Wind power in an urban location has been pretty much kicked into touch by now, a combination of noise problems, vibrations and the visual problems all contribute to the general acceptance that wind energy is best left on the farm, a big wind farm, preferably offshore.
Wait a minute, London is near the sea, and permission was recently granted to the London Array, an offshore wind farm in the Thames Estuary which will power 250,000 homes with zero carbon electricity. So that will deal with deal with the CO2 emissions from the electrical energy of about 8% of London’s stock, and this is set to be the largest wind farm in the world. We need another twelve just for London.
Solar thermal heating is proving to be among the most cost effective renewable technology, and it is the only one that tackles heat rather than electricity. But its application in an urban location is plagued by the same issues as photovoltaics, how to apply them satisfactorily on a large scale to existing buildings. There are no easy answers to this. Façade and roof space is limited at high densities.
The value of CHP
CHP is being touted as the best solution to a low and zero carbon energy system for urban locations.
The use of CHP in all the new stock being built currently and in the foreseeable future will be required anyway, because compared to the current National Grid, CHP is about twice as efficient, effectively halving the CO2. So the question is really, how can we apply zero carbon CHP systems across the capital? The answer, at present, seems to be: not easily.
The first contender in the zero carbon corner is biomass. There is unlikely ever to be a sufficient supply of biomass fuel available to power the capitals energy generators.
A question that is often asked about biomass and other energy crops is whether there will be a limited amount of fuel, and whether its production will drive up the costs of other crops due to competition for arable land. Many studies have been done on this[ii], and conclude that biomass type crops can contribute around 10% of our total energy requirement. As for the land issue, we are currently not using 640,000 Ha of arable land in the UK because if we were to do so we would overproduce. This land could be used for energy crops, or other low grade land currently being used for food crops can be diverted to energy crops and the set aside land used for food crops. The use of recycled paper means that the demand for wood pulp has fallen, and the large amount of forestry planed in the 60’s and 70’s is maturing, the supply of UK produced low grade timber is going to outstrip current demand by a significant amount.

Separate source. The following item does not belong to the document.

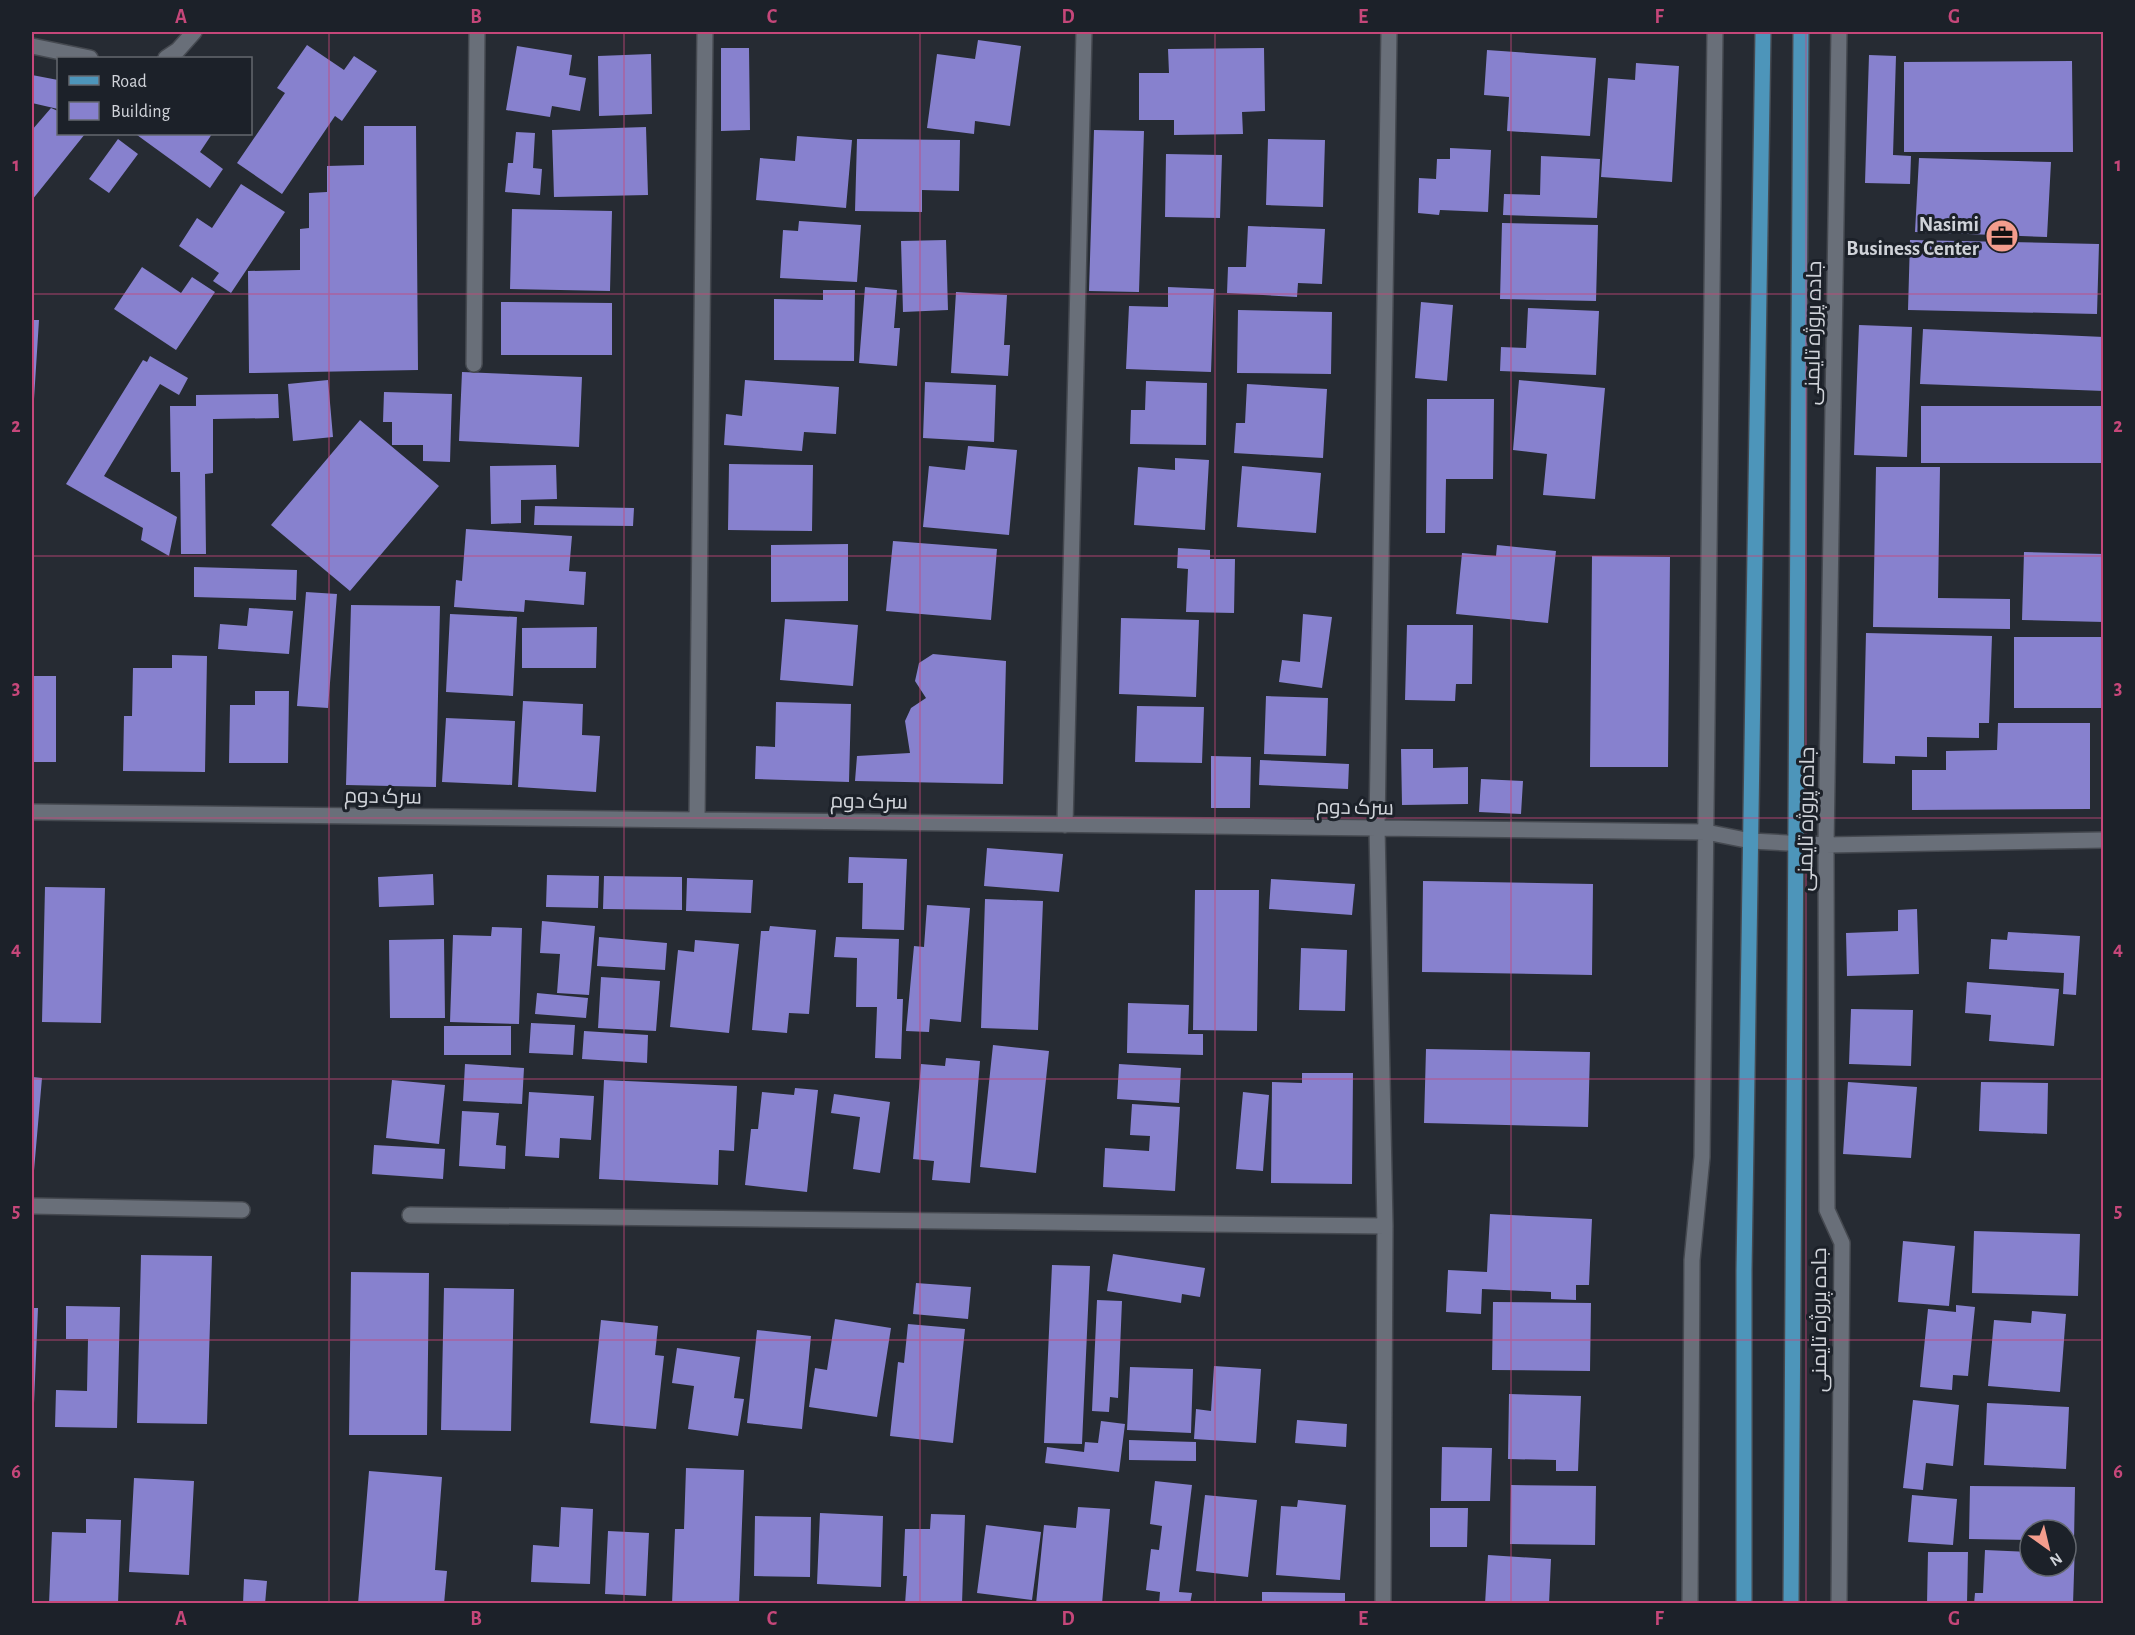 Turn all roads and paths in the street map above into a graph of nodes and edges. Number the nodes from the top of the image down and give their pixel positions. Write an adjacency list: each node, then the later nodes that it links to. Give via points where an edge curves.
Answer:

The question remains whether biomass is a practical energy system for use in dense urban environments. Two crucial problems have to be tackled, the amount of fuel storage required and the pollution emanating from the combustion of biomass.
In any urban site giving valuable area over to storage of energy supplies is an expensive loss of what would normally be useable and profitable area. This, coupled with the requirement to have parking space for large delivery vehicles can make its use unfeasible, where there are alternatives.
The alternatives are :
Waste to energy systems, which burn the waste the capital produces and turn it into heat and energy, either though direct waste to heat by burning the material, or first by turning it into gas and then burning the gas in conventional CHP systems. The latter alternative is attractive because the technologies to burn gas in CHP systems are well understood, and there is already a complete gas network. The first such plant is under construction at Park Royal, West London.
Biofuels, which have been suffering from bad press recently, is a viable alternative. The questions about its viability centre mainly around the fact that the production of biofuels may produce more carbon than is produced by consuming a similar volume of fossil fuels, i.e. we are inadvertently making matters worse by using biofuels. This problem notwithstanding, should biofuels prove to be carbon neutral, then they are much more appropriate to urban use for a few reasons. Firstly because the amount of energy stored in the fuel is far greater than in biomass, so a smaller volume of the fuel is required to provide the same amount of energy; and secondly because the fuel can be piped over longer distances, so deliveries are not required to arrive wherever the CHP system is located. Biomass pellets can also be piped, but over shorter distances, and more frequent deliveries would still be needed.
To conclude, the problems confronting the delivery of the targets set for London appear to be insurmountable. They are not, but the current economic framework we are operating in is not conducive to the targets being met. There is no economic imperative to upgrade the existing stock, and the legislation covering new stock is in its infancy. There is a great deal of uncertainty in the housing market about what renewables technologies are best applied where. There is a poor relationship between energy policy and construction policy; we need to work quickly to bring these two industries into sync so that what works for one will work for the other.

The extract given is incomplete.